Kelly gets the unenviable job of writing a character that, in the short life of this incarnation, has been nearly effectively ruined by other equally great writers with the best of intentions. In an effort to make Supergirl, the paragon of DC Comics virtue, both relevant to modern readers and yet inoffensive to DC Comics stalwarts, Jeph Loeb and Greg Rucka wrote a Supergirl who smokes, drinks, and generally avoids super-heroics, who can at the same time blame all her bad behavior on a mysterious dark side inherited from trouble on Krypton. The result was an apologist's Supergirl, a kind of Lindsay Lohan of the superhero scene, that appealed to almost none.
Enter Joe Kelly.
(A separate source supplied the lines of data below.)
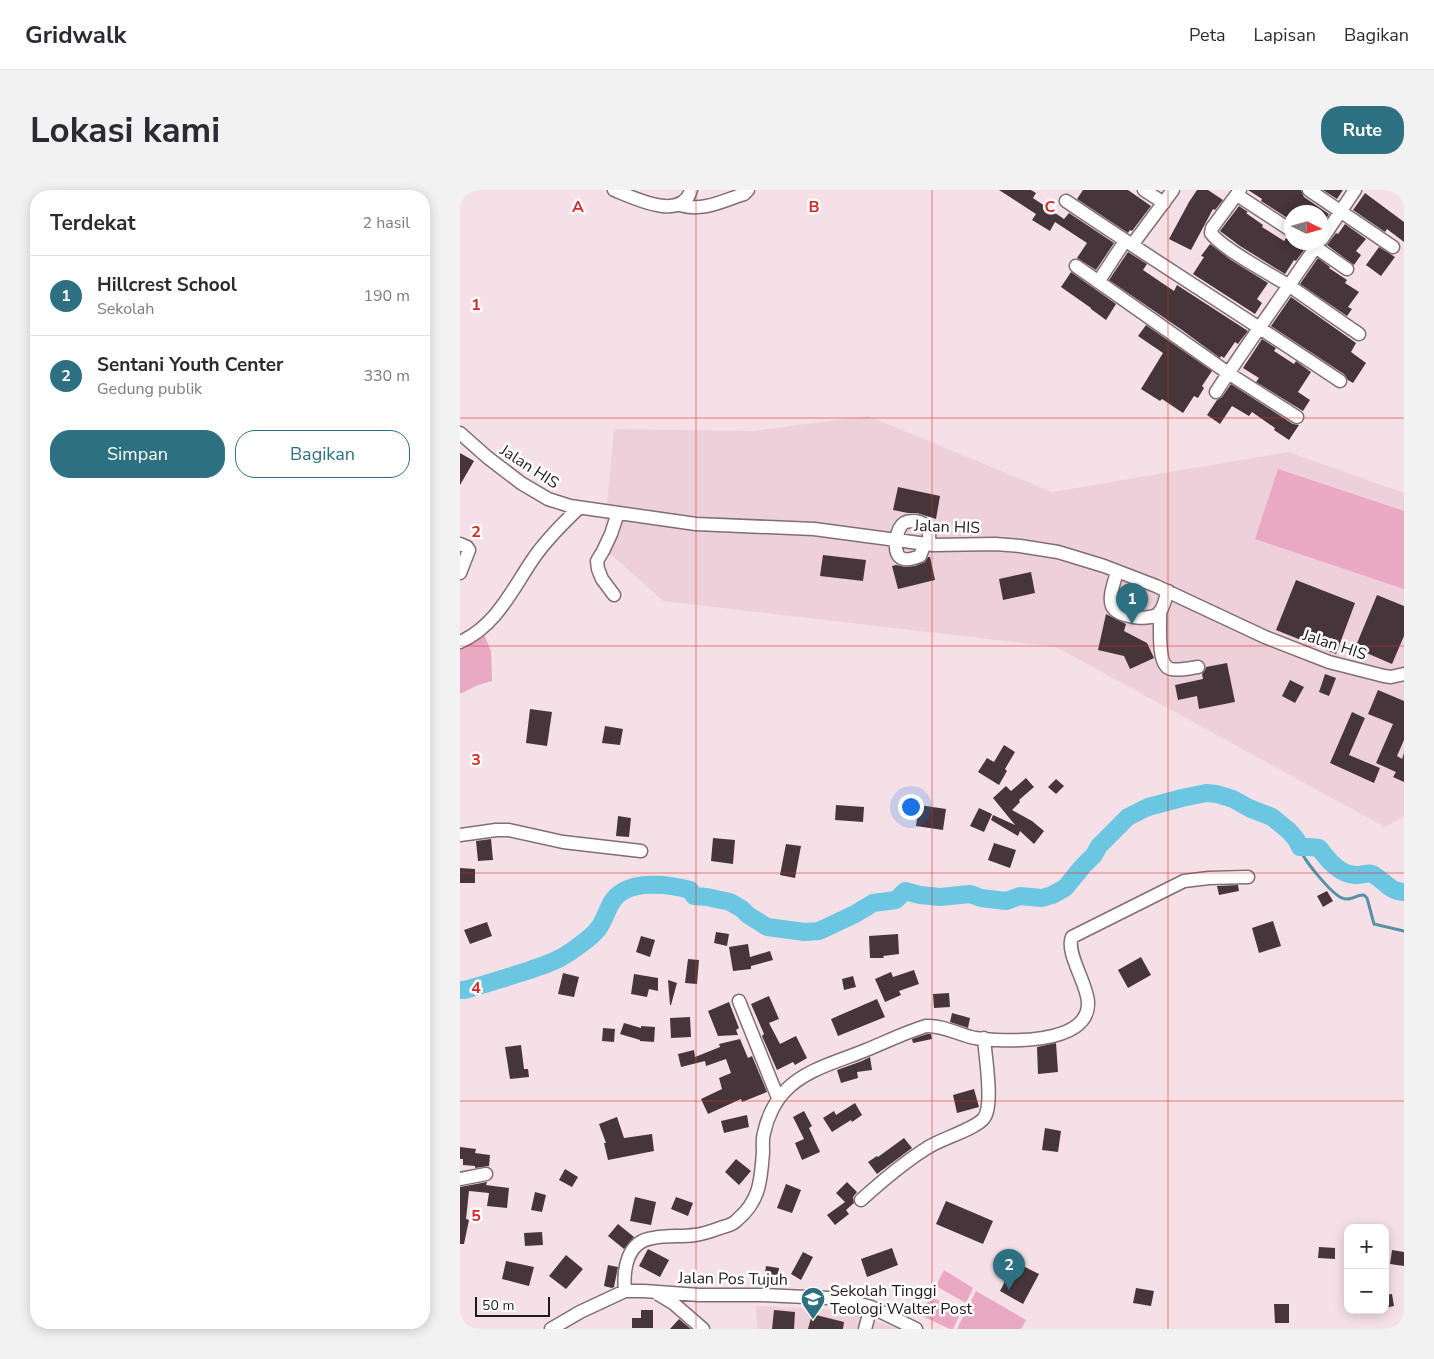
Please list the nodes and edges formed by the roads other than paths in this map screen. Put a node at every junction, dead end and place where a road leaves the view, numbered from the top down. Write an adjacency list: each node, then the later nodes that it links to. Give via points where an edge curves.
1 (614, 190): 11 (street, via 671,207)
2 (691, 190): 11 (street, via 690,196)
3 (1144, 190): 10 (street)
4 (1174, 190): 10 (street)
5 (1309, 190): 12 (street)
6 (1355, 190): 12 (street)
7 (745, 191): 11 (street, via 699,208)
8 (1238, 192): 13 (street); 22 (street, via 1211,233)
9 (1066, 201): 15 (street)
10 (1164, 203): 15 (street)
11 (680, 205)
12 (1341, 211): 14 (street); 16 (street)
13 (1284, 225)
14 (1329, 226)
15 (1129, 243): 21 (street); 23 (street)
16 (1393, 247)
17 (1312, 250): 22 (street)
18 (1324, 250): 20 (street)
19 (1076, 266): 21 (street)
20 (1347, 269)
21 (1098, 282): 25 (street)
22 (1290, 286): 23 (street); 24 (street)
23 (1260, 327): 25 (street); 26 (street)
24 (1359, 334)
25 (1228, 373): 27 (street); 28 (street)
26 (1340, 381)
27 (1216, 392)
28 (1297, 417)
29 (460, 433): 30 (street, Jalan HIS, via 487,457 537,492 558,503)
30 (579, 508): 31 (street, Jalan HIS); 40 (street, via 533,559 497,613 476,633)
31 (618, 513): 32 (street, Jalan HIS, via 696,524 814,529); 38 (street, via 597,561 602,579)
32 (896, 539): 34 (street, Jalan HIS); 34 (street, via 898,555 905,559 920,556); 34 (street, via 904,522 915,521 926,524 929,530)
33 (460, 544): 36 (street, via 469,550)
34 (927, 544): 35 (street, Jalan HIS, via 1020,546 1058,552)
35 (1117, 571): 37 (street, Jalan HIS); 39 (street, via 1111,599 1114,608 1138,618 1153,617)
36 (460, 574)
37 (1168, 591): 39 (street); 42 (street, Jalan HIS, via 1265,637 1330,662 1384,676)
38 (614, 595)
39 (1160, 611): 41 (street, via 1164,665 1177,670)
40 (460, 642)
41 (1198, 667)
42 (1404, 674)
43 (460, 836): 44 (street, via 509,830 545,839)
44 (641, 851)
45 (1248, 877): 47 (street, via 1184,881 1078,933 1070,940 1088,1005 1079,1023 1058,1036)
46 (739, 1001): 48 (street)
47 (984, 1038): 48 (street, via 926,1026 813,1071); 51 (street, via 988,1080 985,1117 978,1124 929,1146 884,1178)
48 (778, 1098): 52 (street, via 763,1134 758,1192 746,1212 734,1223 710,1232 644,1240 630,1252 624,1277)
49 (486, 1174): 50 (street)
50 (460, 1179)
51 (861, 1200)
52 (625, 1291): 53 (street, Jalan Pos Tujuh); 55 (street, Jalan Pos Tujuh)
53 (656, 1292): 54 (street, Jalan Pos Tujuh, via 806,1296 846,1300); 56 (street)
54 (871, 1307): 57 (street); 58 (street, Jalan Pos Tujuh)
55 (552, 1329)
56 (704, 1329)
57 (865, 1329)
58 (916, 1329)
Over the eleven issues collected in Supergirl: Identity, Kelly quite effectively breaks down this unworkable Supergirl character and then builds her back up, such that the next writer might start fresh free of the well-meaning Supergirl wreckage. Over the first few issues, Supergirl proceeds to fail in about every aspect of her life, leading her to "hit bottom"; from there, the new Supergirl fights her Golden Age counterpart in a sequence that's supposed to make us root for the new character and integrate her into modern reader's hearts. The tricks Kelly uses are pretty much textbook rebuild-a-new-character writing tropes, but this start-all-over-again approach was likely what was necessary given the unusable state Supergirl was in.
To be sure, Kelly uses about every "teen girl drama" cliche he can find in order to make his way through this story. Supergirl's team-up with the Outsiders is the best of the bunch, as Supergirl is faced with an Outsiders-style moral dilemma that she just can't work around. The preceding story, however, has Supergirl going to high school, only to fall in with the popular kids and then feel bad about teasing another girl; the following story has Supergirl falling in love with the Titan Power Boy, only to have him turn out to be a controlling stalker who beats her. The brushstrokes of "special episode of Blossom" here are especially thick.
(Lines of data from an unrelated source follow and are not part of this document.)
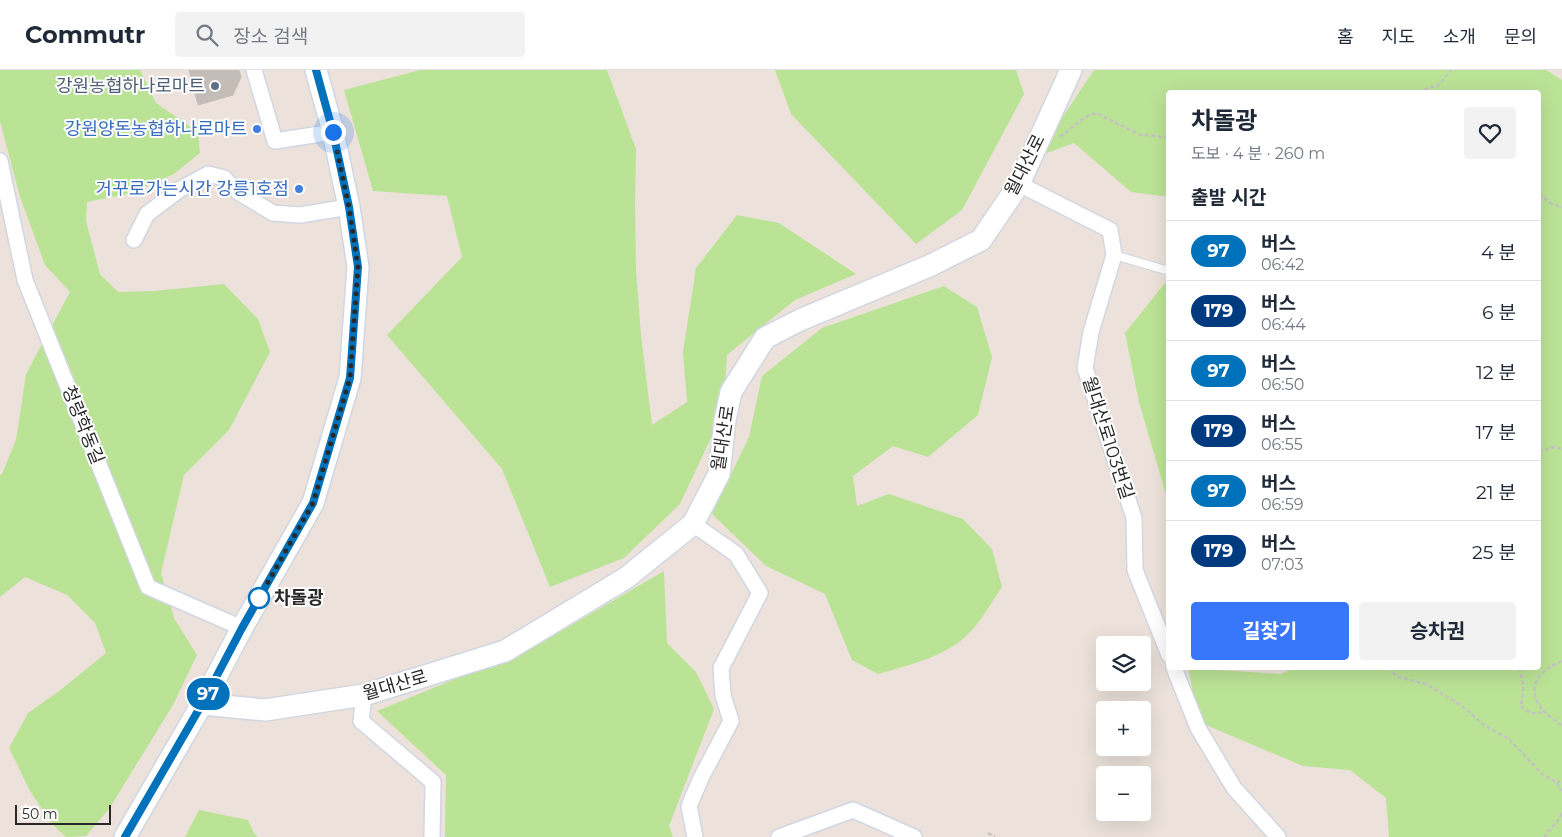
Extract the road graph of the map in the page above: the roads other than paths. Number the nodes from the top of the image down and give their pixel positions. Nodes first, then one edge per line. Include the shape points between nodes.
1 (254, 70) edge
2 (316, 70) edge
3 (1071, 70) edge
4 (333, 132) junction
5 (0, 161) edge
6 (1019, 184) junction
7 (349, 207) junction
8 (134, 240) dead end
9 (1114, 255) junction
10 (1166, 270) edge
11 (693, 524) junction
12 (242, 628) junction
13 (1166, 648) edge
14 (1175, 670) edge
15 (364, 695) junction
16 (202, 704) junction
17 (125, 837) edge
18 (432, 837) edge
19 (696, 837) edge
20 (779, 837) edge
21 (914, 837) edge
22 (1278, 837) edge

1 - 4 street via 274,142
2 - 4 street
3 - 6 street, 월대산로
4 - 7 street
5 - 12 street, 청량학동길 via 25,280 148,587
6 - 9 street, 월대산로103번길 via 1110,230
6 - 11 street, 월대산로 via 981,240 765,338 731,392 720,474
7 - 8 street via 300,215 273,213 238,192 224,178 208,174 179,190 147,214
7 - 12 street via 358,267 350,378 313,503
9 - 10 lane
9 - 13 street, 월대산로103번길 via 1091,332 1085,368 1134,518 1135,570
11 - 15 street, 월대산로 via 626,578 505,651
11 - 19 street via 736,554 760,594 721,668 724,695 732,721 689,806
12 - 16 street
14 - 22 street via 1198,728 1234,788
15 - 16 street, 월대산로 via 265,710
15 - 18 street via 361,721 433,782
16 - 17 street
20 - 21 street via 854,810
Two things redeem this trade, and the first is my sense that Kelly understands the cliches he's using, and uses them almost ironically; in short, Supergirl: Identity is just so wrong, it's right. Much of the book turns on the new Captain Boomerang being in love with Supergirl, despite that he out-ages her, a fact Kelly reminds us, almost gleefully, at nearly every turn. In addition to Supergirl's clubbing, carousing, and other "bad super-hero" activity, the whole thing is richly perverse, with Kelly intent at every turn on making us think, "I can't believe Supergirl did that." In the right frame of mind, it's a book that's shockingly satisfying.
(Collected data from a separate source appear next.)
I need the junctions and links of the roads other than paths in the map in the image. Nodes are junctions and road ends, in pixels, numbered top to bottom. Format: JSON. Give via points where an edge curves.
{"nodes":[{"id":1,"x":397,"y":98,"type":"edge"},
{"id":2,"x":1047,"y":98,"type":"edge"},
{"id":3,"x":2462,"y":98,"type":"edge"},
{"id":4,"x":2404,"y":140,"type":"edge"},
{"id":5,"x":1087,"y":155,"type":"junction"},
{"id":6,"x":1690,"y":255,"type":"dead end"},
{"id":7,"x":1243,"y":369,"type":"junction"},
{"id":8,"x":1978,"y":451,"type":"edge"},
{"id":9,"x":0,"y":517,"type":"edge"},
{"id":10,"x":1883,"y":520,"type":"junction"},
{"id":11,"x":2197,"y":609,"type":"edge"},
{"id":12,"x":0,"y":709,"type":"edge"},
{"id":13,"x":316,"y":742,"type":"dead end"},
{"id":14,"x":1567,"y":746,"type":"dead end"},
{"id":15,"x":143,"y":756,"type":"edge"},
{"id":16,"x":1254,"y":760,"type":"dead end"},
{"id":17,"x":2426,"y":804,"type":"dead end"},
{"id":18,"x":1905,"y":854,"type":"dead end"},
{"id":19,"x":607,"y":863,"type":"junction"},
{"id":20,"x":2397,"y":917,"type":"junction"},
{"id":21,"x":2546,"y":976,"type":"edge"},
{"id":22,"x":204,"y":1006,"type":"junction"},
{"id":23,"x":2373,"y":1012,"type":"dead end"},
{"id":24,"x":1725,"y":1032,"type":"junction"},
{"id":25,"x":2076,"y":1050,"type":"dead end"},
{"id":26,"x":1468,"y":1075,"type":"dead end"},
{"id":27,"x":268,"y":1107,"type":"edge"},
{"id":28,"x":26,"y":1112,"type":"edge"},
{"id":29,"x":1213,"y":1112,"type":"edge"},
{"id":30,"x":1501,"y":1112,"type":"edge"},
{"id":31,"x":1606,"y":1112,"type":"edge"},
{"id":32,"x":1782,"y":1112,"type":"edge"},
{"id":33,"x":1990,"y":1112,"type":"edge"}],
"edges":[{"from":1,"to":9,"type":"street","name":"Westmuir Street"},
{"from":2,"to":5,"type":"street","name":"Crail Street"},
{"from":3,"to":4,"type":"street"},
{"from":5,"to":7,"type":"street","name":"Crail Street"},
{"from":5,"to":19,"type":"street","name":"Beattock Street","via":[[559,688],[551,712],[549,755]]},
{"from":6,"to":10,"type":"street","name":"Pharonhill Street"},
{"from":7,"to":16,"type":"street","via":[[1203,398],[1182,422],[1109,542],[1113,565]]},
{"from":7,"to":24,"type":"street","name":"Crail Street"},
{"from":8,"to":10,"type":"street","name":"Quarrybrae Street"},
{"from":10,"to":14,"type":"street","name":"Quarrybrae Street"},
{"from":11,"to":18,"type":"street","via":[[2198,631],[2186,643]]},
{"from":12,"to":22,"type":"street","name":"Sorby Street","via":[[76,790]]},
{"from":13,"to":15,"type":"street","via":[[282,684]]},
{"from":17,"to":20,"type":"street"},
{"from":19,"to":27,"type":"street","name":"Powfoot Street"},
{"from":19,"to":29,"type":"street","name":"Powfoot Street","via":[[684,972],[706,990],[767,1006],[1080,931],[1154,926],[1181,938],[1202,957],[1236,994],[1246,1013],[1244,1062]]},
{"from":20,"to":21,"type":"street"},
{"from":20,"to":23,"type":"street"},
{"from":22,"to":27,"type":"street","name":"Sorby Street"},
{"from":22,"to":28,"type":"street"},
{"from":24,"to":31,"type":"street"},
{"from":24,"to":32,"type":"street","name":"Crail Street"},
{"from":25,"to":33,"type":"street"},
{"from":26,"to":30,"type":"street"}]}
Let me spoil the other thing that makes this trade, and that's the gigantic Final Crisis tie that gets dropped in with a thud at the end. I'm under no illusions that any of this will actually matter come Final Crisis time; like the various OMAC attacks before Infinite Crisis, the Final Crisis material here is all character cameos and vague double-speak that could refer to anything when Final Crisis finally happens. At the same time, I'm still getting a kick out of seeing Crisis on Infinite Earths refugees stomping around the DC Universe proper, and at least the Final Crisis tie gives this book more relevance than, say, the most recent Catwoman trades that I wasn't as fond of.
[Contains full covers.]
So if you don't mind a non-traditional, perhaps tongue-in-cheek take on Supergirl, then Identity might be worth picking up, at least for the completists among us. The next team coming on Supergirl includes Kelley Puckett, who's work on Batgirl was bar none, and my guess is that'll be when this newest incarnation of Supergirl finally gets on track.
Thanks for reading!
Review: Supergirl: Identity trade paperback (DC Comics)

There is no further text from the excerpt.